Exercise prompt ▸ Determine the number of lines below that contain the string "Norris", and state only that number.

[Collected data]
▬▬▬▬▬▬▬▬▬▬
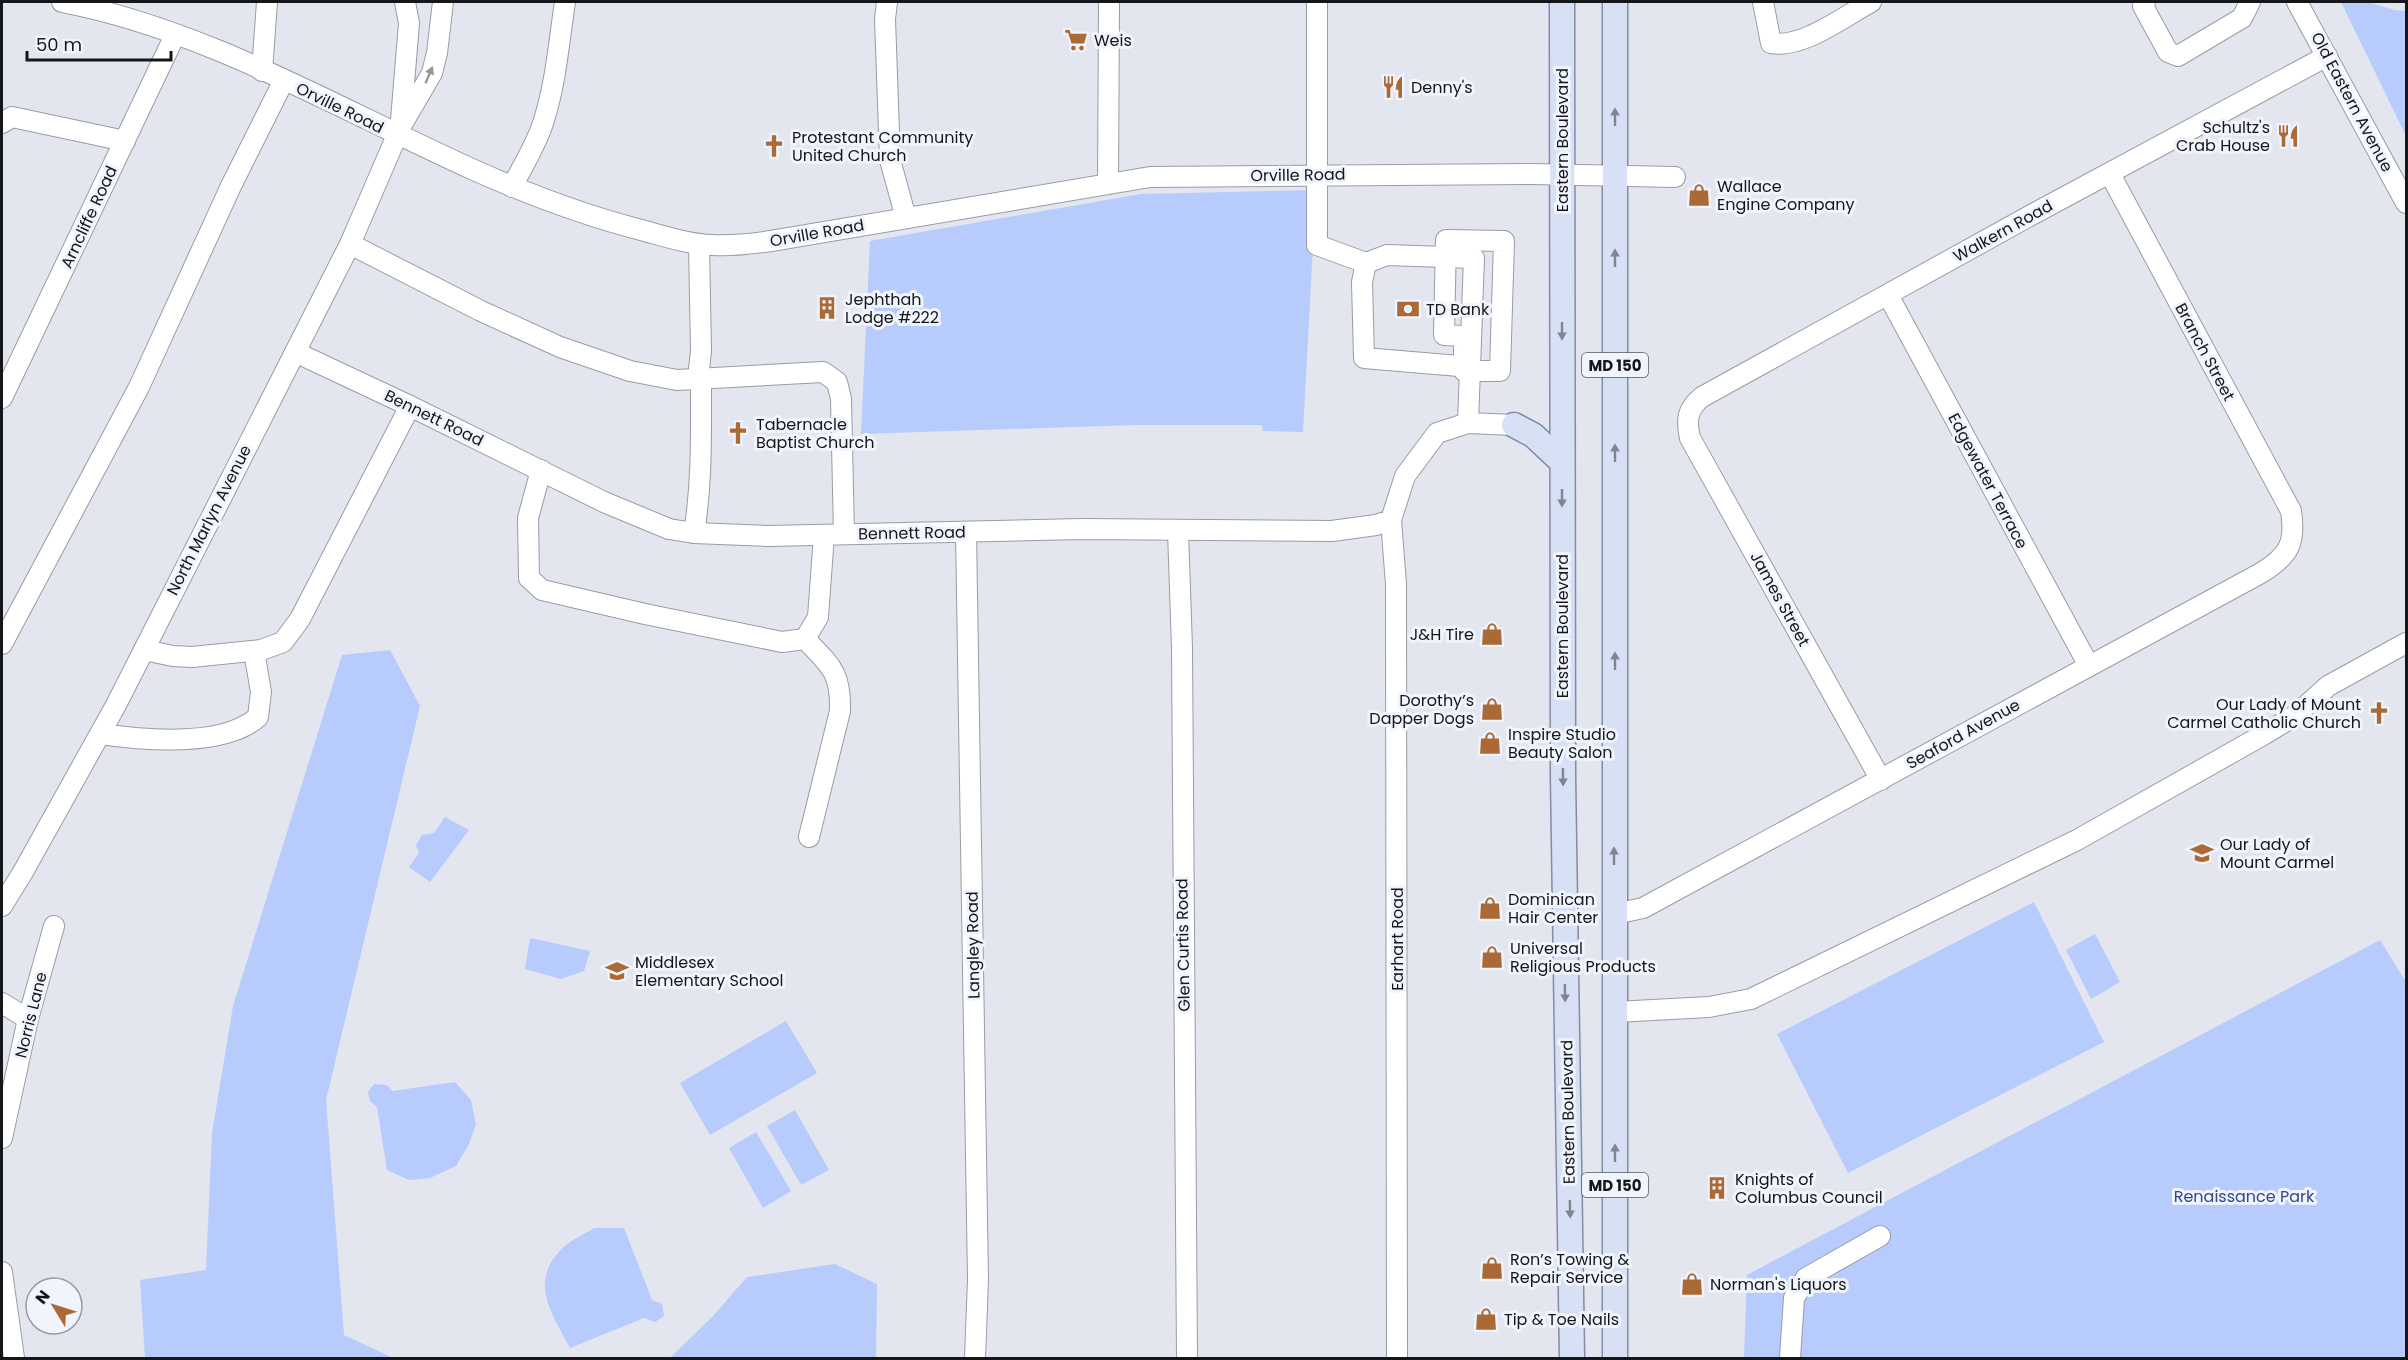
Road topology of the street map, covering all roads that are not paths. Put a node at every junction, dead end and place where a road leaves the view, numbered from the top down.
1 (62, 2) edge
2 (267, 2) edge
3 (405, 2) edge
4 (443, 2) edge
5 (565, 2) edge
6 (887, 2) edge
7 (1109, 2) edge
8 (1317, 2) edge
9 (1562, 2) edge
10 (1615, 2) edge
11 (1764, 2) edge
12 (1871, 2) edge
13 (2145, 2) edge
14 (2297, 2) edge
15 (2241, 7) edge
16 (175, 35) junction
17 (2327, 56) junction
18 (262, 71) junction
19 (284, 80) junction
20 (2, 123) edge
21 (399, 131) junction
22 (125, 141) junction
23 (1318, 174) junction
24 (1563, 174) junction
25 (2109, 174) junction
26 (1615, 176) junction
27 (1676, 177) dead end
28 (1108, 184) junction
29 (512, 187) junction
30 (2406, 203) edge
31 (906, 218) junction
32 (699, 243) junction
33 (350, 244) junction
34 (1446, 257) junction
35 (1366, 263) junction
36 (1888, 295) junction
37 (295, 352) junction
38 (1471, 367) junction
39 (699, 378) junction
40 (1562, 397) junction
41 (2, 398) edge
42 (410, 406) junction
43 (1687, 416) joint
44 (1468, 423) junction
45 (1514, 425) junction
46 (1562, 462) junction
47 (541, 470) junction
48 (1391, 520) junction
49 (1178, 531) junction
50 (966, 532) junction
51 (694, 533) junction
52 (2294, 533) joint
53 (844, 534) junction
54 (824, 535) junction
55 (805, 639) junction
56 (2406, 643) edge
57 (2, 644) edge
58 (144, 650) junction
59 (254, 651) junction
60 (2089, 666) junction
61 (100, 734) junction
62 (1881, 780) junction
63 (809, 837) dead end
64 (2, 906) edge
65 (1615, 914) junction
66 (54, 926) dead end
67 (2, 1004) edge
68 (1615, 1012) junction
69 (28, 1019) junction
70 (2, 1138) edge
71 (1880, 1236) dead end
72 (2, 1272) edge
73 (14, 1359) edge
74 (975, 1359) edge
75 (1186, 1359) edge
76 (1397, 1359) edge
77 (1572, 1359) edge
78 (1615, 1359) edge
79 (1790, 1359) edge

1 - 16 street, Orville Road
2 - 18 street
3 - 21 street, North Marlyn Avenue
21 -> 4 street, North Marlyn Avenue
5 - 29 street
6 - 31 street
7 - 28 street
8 - 23 street
9 - 24 main road, Eastern Boulevard / MD 150
26 -> 10 main road, MD 150
11 - 12 street
13 - 15 street
14 - 17 street, Old Eastern Avenue
16 - 18 street, Orville Road
16 - 22 street, Arncliffe Road
17 - 25 street, Walkern Road
17 - 30 street, Old Eastern Avenue
18 - 19 street, Orville Road
19 - 21 street, Orville Road
19 - 57 street
20 - 22 street
21 - 29 street, Orville Road
21 - 33 street, North Marlyn Avenue
22 - 41 street, Arncliffe Road
23 - 24 street, Orville Road
23 - 28 street, Orville Road
23 - 35 street
24 - 26 street, Orville Road
24 -> 40 main road, Eastern Boulevard / MD 150
25 - 36 street, Walkern Road
25 - 52 street, Branch Street
26 - 27 street, Orville Road
65 -> 26 main road, MD 150
28 - 31 street, Orville Road
29 - 32 street, Orville Road
31 - 32 street, Orville Road
32 - 39 street
33 - 37 street, North Marlyn Avenue
33 - 39 street
34 - 34 street
34 - 35 street
34 - 38 street
35 - 38 street
36 - 43 street, Walkern Road
36 - 60 street, Edgewater Terrace
37 - 42 street, Bennett Road
37 - 58 street, North Marlyn Avenue
38 - 44 street
39 - 51 street
39 - 53 street
40 - 45 main road
40 - 46 main road, Eastern Boulevard / MD 150
42 - 47 street, Bennett Road
42 - 59 street
43 - 62 street, James Street
44 - 45 street
44 - 48 street
45 - 46 main road
46 -> 77 main road, Eastern Boulevard / MD 150
47 - 51 street, Bennett Road
47 - 55 street
48 - 49 street, Bennett Road
48 - 76 street, Earhart Road
49 - 50 street, Bennett Road
49 - 75 street, Glen Curtis Road
50 - 53 street, Bennett Road
50 - 74 street, Langley Road
51 - 54 street, Bennett Road
52 - 60 street, Seaford Avenue
53 - 54 street, Bennett Road
54 - 55 street
55 - 63 street
56 - 68 street
58 - 59 street
58 - 61 street, North Marlyn Avenue
59 - 61 street
60 - 62 street, Seaford Avenue
61 - 64 street, North Marlyn Avenue
62 - 65 street, Seaford Avenue
65 - 68 main road, MD 150
66 - 69 street, Norris Lane
67 - 69 street
78 -> 68 main road, MD 150
69 - 70 street, Norris Lane
71 - 79 street
72 - 73 street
▬▬▬▬▬▬▬▬▬▬
Answer to this task ▸ 2